DATA LISTING:
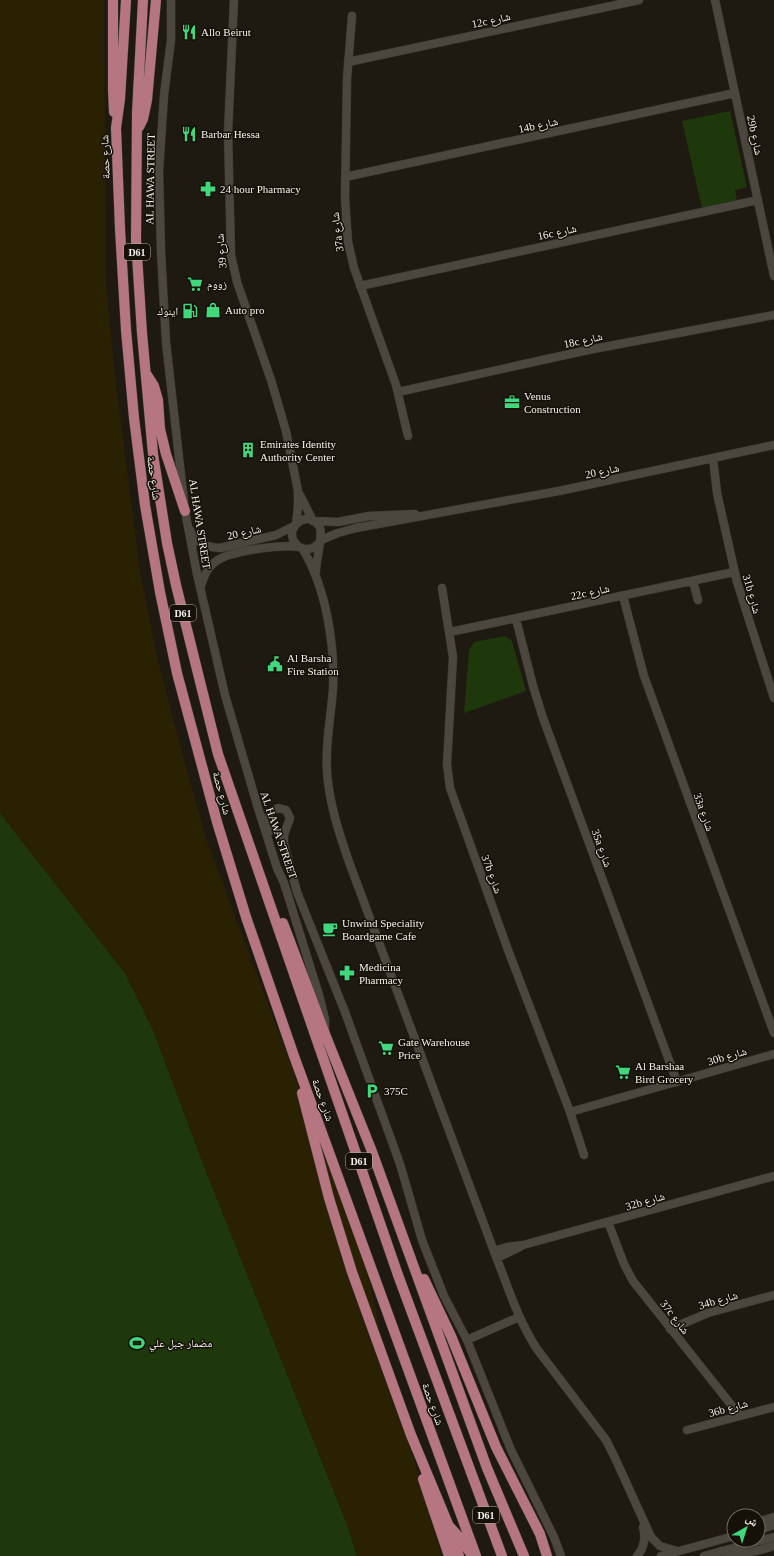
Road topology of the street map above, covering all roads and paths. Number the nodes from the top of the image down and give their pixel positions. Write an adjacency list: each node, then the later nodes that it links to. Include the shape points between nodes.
1 (113, 0): 12 (main road, via 113,88)
2 (126, 0): 12 (main road, شارع حصة / D61)
3 (143, 0): 13 (main road, شارع حصة / D61)
4 (156, 0): 13 (main road, via 145,110)
5 (171, 0): 26 (street, AL HAWA STREET, via 171,40 159,171 160,238 166,342)
6 (234, 0): 24 (street, شارع 39, via 228,133 232,264 276,395)
7 (639, 0): 10 (street, 12c شارع)
8 (715, 0): 11 (street, 29b شارع)
9 (352, 16): 10 (street, 37a شارع)
10 (348, 62): 14 (street, 37a شارع)
11 (735, 93): 14 (street, 14b شارع); 15 (street, 29b شارع)
12 (116, 128): 46 (main road, شارع حصة / D61, via 129,374 141,476 160,592 177,673 217,822 246,917)
13 (137, 130): 19 (main road, شارع حصة / D61, via 136,240)
14 (345, 177): 17 (street, 37a شارع, via 348,242)
15 (758, 200): 16 (street, 29b شارع); 17 (street, 16c شارع)
16 (774, 276)
17 (360, 286): 20 (street, 37a شارع)
18 (774, 315): 20 (street, 18c شارع, via 588,350)
19 (146, 373): 26 (main road, via 154,386 158,400 160,429 166,454); 41 (main road, شارع حصة / D61, via 153,454 176,585 218,754)
20 (398, 392): 21 (street, 37a شارع)
21 (408, 436)
22 (774, 445): 23 (street, شارع 20)
23 (710, 459): 25 (street, شارع 20, via 559,491); 31 (street, 31b شارع)
24 (298, 491): 27 (street, شارع 39); 28 (street, شارع 39)
25 (434, 513): 27 (street, شارع 20, via 377,516 338,522); 29 (street, شارع 20, via 356,528)
26 (186, 515): 28 (street, شارع 20, via 194,538 211,547 220,548 276,535); 34 (street, AL HAWA STREET)
27 (313, 521): 28 (street, via 304,520); 29 (street, via 322,530)
28 (295, 525): 30 (street, via 293,539)
29 (320, 541): 30 (street, via 314,548); 32 (street)
30 (300, 547): 32 (street); 34 (street, شارع 20, via 278,545 224,556 208,569)
31 (734, 572): 33 (street, 22c شارع); 40 (street, 31b شارع)
32 (316, 574): 53 (street, via 328,622 333,659 333,688 326,758 334,814 349,862)
33 (693, 581): 36 (street, 22c شارع); 37 (street)
34 (201, 586): 42 (street, AL HAWA STREET, via 225,695 258,808)
35 (442, 588): 39 (street, 37b شارع)
36 (623, 596): 38 (street, 22c شارع); 43 (street, 33a شارع, via 644,676)
37 (698, 600)
38 (516, 619): 39 (street, 22c شارع); 47 (street, 35a شارع, via 543,718)
39 (450, 632): 48 (street, 37b شارع, via 454,670 447,764 450,788 503,937)
40 (774, 698)
41 (250, 847): 44 (main road, شارع حصة / D61, via 268,883); 76 (main road, شارع حصة / D61, via 396,1267)
42 (284, 884): 44 (street, AL HAWA STREET, via 322,1007); 57 (street, via 268,824 270,812 278,808 284,808 290,815 284,844 297,892 400,1164 429,1259 444,1296)
43 (774, 1033)
44 (325, 1034): 52 (main road, شارع حصة / D61)
45 (774, 1054): 47 (street, 30b شارع)
46 (294, 1056): 61 (main road, via 329,1198 352,1272); 75 (main road, شارع حصة / D61)
47 (677, 1082): 48 (street, 30b شارع)
48 (570, 1112): 49 (street, 37b شارع)
49 (584, 1155)
50 (774, 1176): 51 (street, 32b شارع)
51 (608, 1222): 53 (street, 32b شارع, via 523,1246 507,1247); 56 (street, 37c شارع, via 629,1273)
52 (408, 1249): 71 (main road, D61, via 476,1440); 77 (main road, via 443,1318 496,1447 536,1524)
53 (495, 1255): 55 (street)
54 (774, 1295): 56 (street, 34b شارع, via 708,1313)
55 (519, 1317): 57 (street); 62 (street, via 537,1349 606,1440)
56 (670, 1329): 59 (street, 37c شارع)
57 (467, 1340): 78 (street, via 514,1456)
58 (774, 1407): 59 (street, 36b شارع)
59 (740, 1416): 60 (street, 36b شارع)
60 (687, 1430)
61 (411, 1435): 63 (main road); 72 (main road, via 418,1464)
62 (637, 1507): 69 (street, via 654,1540 664,1548); 79 (street, via 645,1537)
63 (448, 1524): 73 (main road); 74 (main road)
64 (726, 1537): 67 (street)
65 (774, 1537): 70 (street)
66 (726, 1539): 67 (street)
67 (722, 1540): 69 (street)
68 (774, 1546): 70 (street, via 741,1555)
69 (677, 1551): 80 (street)
70 (720, 1551): 81 (street)
71 (524, 1555)
72 (449, 1556)
73 (459, 1556)
74 (472, 1556)
75 (476, 1556)
76 (502, 1556)
77 (547, 1556)
78 (561, 1556)
79 (637, 1556)
80 (661, 1556)
81 (704, 1556)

ACTIVITY: Apply a filter to the listing above so that only lines with "HAWA" are kept, and copy those lines.

ANSWER TO THE PROBLEM:
5 (171, 0): 26 (street, AL HAWA STREET, via 171,40 159,171 160,238 166,342)
26 (186, 515): 28 (street, شارع 20, via 194,538 211,547 220,548 276,535); 34 (street, AL HAWA STREET)
34 (201, 586): 42 (street, AL HAWA STREET, via 225,695 258,808)
42 (284, 884): 44 (street, AL HAWA STREET, via 322,1007); 57 (street, via 268,824 270,812 278,808 284,808 290,815 284,844 297,892 400,1164 429,1259 444,1296)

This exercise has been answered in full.